Your assignment: Scan the records for lines with the string "SAGRADO". Say how many there are, and add nothing.

Study material:
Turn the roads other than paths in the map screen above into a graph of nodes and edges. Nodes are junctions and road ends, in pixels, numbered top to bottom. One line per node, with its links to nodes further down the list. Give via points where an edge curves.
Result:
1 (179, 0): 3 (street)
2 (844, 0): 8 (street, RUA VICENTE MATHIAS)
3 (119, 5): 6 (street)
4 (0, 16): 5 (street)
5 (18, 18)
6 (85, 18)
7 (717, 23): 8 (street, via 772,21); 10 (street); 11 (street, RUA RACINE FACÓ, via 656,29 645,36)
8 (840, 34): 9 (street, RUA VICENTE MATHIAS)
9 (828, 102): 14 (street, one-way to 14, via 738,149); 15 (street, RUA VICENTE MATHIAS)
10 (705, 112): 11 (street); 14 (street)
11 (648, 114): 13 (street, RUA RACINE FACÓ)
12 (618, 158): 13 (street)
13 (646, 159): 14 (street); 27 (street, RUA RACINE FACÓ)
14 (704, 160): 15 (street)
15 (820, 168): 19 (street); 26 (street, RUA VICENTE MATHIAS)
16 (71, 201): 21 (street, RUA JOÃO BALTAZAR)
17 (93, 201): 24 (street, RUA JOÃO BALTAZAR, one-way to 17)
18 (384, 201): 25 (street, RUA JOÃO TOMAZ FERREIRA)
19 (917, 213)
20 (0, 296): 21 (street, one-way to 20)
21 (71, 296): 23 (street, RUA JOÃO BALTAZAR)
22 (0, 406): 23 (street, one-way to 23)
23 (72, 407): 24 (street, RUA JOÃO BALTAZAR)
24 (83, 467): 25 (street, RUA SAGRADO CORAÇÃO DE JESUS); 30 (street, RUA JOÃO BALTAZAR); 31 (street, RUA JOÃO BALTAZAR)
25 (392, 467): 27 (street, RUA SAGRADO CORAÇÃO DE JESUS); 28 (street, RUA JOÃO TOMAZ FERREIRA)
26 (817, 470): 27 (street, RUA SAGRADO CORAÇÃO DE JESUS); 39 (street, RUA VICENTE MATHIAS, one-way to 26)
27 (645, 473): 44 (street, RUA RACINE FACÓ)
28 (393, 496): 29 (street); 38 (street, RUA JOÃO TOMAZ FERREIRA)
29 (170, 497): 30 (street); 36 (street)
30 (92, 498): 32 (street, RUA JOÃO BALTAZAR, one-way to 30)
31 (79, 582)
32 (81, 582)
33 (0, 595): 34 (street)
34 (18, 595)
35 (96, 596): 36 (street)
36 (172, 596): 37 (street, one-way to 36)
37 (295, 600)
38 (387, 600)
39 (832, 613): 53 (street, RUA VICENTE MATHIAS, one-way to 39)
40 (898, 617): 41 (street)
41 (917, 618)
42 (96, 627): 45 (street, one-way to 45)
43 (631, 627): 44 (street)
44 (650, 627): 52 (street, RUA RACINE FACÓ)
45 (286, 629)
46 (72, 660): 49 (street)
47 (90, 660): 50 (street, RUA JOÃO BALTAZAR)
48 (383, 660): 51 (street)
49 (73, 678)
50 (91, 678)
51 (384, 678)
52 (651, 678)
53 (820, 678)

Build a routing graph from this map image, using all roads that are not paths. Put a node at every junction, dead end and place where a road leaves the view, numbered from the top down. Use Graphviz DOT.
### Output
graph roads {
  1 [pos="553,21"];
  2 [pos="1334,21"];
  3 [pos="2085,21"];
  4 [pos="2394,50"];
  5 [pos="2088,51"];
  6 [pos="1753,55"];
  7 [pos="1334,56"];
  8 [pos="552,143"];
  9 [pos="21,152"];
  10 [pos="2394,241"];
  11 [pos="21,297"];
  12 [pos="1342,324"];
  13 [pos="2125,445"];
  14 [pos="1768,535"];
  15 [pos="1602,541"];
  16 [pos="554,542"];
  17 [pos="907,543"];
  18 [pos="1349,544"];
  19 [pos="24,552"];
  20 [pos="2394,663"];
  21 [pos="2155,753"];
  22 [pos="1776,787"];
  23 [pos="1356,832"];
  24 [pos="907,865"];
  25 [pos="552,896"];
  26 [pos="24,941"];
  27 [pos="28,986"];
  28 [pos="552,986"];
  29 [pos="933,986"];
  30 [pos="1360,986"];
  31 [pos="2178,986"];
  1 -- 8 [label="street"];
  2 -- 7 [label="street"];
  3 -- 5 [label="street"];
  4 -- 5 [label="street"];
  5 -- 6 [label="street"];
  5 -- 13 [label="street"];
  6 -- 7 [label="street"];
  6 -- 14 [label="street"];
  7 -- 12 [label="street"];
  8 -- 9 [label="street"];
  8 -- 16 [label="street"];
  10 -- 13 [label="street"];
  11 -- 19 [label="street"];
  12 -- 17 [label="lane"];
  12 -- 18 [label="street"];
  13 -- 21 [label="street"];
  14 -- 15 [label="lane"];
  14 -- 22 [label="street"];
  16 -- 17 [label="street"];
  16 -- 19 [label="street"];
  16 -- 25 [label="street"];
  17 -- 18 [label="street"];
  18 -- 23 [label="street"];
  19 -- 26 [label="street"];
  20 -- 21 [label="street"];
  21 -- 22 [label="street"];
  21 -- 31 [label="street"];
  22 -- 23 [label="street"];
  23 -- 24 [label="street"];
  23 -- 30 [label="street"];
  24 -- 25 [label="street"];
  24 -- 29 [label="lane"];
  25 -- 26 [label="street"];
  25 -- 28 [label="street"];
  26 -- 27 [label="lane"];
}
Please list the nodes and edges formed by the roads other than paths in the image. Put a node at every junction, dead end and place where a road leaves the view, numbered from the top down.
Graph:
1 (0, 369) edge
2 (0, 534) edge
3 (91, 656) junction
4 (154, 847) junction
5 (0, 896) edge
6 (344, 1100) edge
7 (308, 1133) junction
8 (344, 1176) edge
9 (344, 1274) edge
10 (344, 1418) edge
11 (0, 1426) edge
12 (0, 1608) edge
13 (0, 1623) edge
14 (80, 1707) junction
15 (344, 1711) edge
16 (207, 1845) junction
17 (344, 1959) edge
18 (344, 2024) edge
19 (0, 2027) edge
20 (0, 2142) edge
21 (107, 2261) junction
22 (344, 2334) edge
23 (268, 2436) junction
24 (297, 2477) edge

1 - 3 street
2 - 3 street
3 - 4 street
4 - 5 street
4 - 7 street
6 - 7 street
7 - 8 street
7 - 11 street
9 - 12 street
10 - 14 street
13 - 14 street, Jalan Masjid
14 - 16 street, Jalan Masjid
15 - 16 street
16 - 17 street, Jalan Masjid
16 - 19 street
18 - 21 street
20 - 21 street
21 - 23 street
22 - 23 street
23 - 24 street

Solved exercise: 3